**Your assignment**
Look for the word "Juniata" in the data below, and copy every line that holds it.

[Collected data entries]
***

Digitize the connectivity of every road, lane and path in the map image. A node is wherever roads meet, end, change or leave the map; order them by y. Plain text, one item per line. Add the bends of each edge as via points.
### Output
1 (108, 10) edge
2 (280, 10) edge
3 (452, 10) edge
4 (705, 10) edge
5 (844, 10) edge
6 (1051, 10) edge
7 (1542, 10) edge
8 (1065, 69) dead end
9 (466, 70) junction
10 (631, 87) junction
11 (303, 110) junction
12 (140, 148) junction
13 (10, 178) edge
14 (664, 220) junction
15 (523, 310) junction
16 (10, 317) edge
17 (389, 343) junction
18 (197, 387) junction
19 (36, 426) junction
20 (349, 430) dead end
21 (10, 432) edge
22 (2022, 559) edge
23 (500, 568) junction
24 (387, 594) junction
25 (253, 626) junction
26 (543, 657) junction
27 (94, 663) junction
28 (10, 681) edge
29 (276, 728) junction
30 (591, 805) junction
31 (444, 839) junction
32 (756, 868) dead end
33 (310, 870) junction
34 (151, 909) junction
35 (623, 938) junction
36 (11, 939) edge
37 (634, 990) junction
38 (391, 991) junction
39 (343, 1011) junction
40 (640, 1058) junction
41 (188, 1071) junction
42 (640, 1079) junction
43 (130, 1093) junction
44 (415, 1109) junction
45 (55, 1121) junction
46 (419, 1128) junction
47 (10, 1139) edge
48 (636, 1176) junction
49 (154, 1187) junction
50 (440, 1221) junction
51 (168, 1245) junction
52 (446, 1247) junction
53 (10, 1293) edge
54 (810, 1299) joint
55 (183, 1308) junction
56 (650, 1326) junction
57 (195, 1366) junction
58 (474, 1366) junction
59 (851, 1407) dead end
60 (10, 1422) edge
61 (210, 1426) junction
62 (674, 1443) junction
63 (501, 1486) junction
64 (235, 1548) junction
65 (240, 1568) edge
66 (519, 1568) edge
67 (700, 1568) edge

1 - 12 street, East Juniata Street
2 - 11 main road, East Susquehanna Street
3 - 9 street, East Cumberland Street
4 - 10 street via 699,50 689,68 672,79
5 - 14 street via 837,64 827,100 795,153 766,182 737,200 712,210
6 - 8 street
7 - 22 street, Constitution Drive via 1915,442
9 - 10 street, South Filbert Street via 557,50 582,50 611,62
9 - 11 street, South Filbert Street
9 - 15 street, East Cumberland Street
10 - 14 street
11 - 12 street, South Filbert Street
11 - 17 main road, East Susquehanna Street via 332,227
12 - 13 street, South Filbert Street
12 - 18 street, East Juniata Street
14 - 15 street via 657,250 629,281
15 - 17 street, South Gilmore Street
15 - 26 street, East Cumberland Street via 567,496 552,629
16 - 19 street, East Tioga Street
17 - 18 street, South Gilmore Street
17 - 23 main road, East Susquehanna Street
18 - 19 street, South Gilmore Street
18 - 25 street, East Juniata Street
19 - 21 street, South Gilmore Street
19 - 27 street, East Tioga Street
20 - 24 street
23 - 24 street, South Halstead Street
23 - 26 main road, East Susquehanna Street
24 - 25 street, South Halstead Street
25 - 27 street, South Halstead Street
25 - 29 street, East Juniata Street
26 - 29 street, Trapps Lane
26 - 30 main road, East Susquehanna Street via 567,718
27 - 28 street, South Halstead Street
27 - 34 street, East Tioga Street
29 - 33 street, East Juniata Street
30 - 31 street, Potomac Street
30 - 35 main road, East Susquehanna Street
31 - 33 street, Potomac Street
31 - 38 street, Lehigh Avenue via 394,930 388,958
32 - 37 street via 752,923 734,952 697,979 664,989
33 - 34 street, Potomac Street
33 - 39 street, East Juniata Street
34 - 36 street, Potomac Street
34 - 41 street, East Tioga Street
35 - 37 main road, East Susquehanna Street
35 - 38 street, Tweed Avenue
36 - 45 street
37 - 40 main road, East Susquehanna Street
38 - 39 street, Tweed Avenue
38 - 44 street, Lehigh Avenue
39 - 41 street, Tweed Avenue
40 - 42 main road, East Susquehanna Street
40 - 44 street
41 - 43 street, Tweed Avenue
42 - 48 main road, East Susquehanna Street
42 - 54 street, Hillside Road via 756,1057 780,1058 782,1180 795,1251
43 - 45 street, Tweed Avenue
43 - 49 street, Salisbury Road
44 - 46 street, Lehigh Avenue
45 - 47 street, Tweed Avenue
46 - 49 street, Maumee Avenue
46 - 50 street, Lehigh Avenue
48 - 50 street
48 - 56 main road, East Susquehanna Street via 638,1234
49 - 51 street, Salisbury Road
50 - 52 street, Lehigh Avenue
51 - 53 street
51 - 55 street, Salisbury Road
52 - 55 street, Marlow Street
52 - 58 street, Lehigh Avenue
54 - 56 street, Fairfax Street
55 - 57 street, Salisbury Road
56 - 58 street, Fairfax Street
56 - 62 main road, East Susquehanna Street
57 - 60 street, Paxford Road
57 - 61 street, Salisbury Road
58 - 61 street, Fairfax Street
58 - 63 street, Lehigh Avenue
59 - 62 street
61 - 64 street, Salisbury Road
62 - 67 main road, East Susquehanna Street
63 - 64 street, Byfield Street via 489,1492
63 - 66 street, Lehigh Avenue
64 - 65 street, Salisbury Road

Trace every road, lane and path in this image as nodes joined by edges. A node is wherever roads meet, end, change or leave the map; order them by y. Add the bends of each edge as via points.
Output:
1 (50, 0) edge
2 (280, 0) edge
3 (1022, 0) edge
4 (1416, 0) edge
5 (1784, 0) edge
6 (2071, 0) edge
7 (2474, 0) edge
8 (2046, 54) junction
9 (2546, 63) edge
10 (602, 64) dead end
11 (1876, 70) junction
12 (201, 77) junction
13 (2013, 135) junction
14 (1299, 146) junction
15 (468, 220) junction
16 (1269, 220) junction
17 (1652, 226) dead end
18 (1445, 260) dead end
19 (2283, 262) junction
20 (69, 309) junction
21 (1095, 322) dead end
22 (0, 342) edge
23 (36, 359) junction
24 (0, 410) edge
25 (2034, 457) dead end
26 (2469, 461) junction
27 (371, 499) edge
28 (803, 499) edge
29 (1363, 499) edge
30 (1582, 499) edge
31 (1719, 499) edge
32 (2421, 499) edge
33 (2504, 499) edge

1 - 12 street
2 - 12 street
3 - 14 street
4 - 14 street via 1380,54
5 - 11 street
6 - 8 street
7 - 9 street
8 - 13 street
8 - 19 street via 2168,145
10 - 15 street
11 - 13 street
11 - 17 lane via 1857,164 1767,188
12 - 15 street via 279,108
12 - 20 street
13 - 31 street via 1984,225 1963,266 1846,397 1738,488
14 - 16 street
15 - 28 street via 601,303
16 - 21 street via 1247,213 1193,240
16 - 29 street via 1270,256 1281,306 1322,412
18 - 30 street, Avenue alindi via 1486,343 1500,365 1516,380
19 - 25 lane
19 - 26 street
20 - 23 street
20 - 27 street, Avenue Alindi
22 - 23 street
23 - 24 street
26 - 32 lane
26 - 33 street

***

**Solution below**
1 - 12 street, East Juniata Street
12 - 18 street, East Juniata Street
18 - 25 street, East Juniata Street
25 - 29 street, East Juniata Street
29 - 33 street, East Juniata Street
33 - 39 street, East Juniata Street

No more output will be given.